*** Block opens ***

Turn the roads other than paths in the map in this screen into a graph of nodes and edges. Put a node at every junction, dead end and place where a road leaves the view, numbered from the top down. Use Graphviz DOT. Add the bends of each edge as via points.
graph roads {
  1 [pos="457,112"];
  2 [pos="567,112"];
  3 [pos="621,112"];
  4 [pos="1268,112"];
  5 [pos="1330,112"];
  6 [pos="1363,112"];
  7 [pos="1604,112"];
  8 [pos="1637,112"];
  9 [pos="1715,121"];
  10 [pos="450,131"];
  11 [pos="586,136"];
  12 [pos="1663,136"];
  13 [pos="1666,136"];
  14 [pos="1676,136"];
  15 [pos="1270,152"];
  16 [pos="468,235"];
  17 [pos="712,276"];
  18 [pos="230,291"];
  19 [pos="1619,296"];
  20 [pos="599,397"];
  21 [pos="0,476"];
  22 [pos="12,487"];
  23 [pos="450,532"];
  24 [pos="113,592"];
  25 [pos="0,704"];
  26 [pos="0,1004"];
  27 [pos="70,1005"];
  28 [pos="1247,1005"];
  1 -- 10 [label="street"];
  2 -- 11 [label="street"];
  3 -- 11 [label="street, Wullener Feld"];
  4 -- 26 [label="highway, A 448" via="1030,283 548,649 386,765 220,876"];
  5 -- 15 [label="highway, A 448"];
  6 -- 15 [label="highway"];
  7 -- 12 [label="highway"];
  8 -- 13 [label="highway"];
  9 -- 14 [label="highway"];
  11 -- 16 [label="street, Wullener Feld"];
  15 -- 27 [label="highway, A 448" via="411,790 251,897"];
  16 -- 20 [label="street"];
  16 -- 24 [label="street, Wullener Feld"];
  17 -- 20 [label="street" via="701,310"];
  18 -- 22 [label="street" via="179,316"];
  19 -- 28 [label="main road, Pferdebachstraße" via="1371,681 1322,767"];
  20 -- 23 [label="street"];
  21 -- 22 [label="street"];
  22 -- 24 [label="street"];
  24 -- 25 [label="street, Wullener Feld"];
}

*** Block closes ***

* PROBLEM DETAILS: Show me every line in the data above that includes "graph".

* RESULT FOR THIS TASK:
Turn the roads other than paths in the map in this screen into a graph of nodes and edges. Put a node at every junction, dead end and place where a road leaves the view, numbered from the top down. Use Graphviz DOT. Add the bends of each edge as via points.
graph roads {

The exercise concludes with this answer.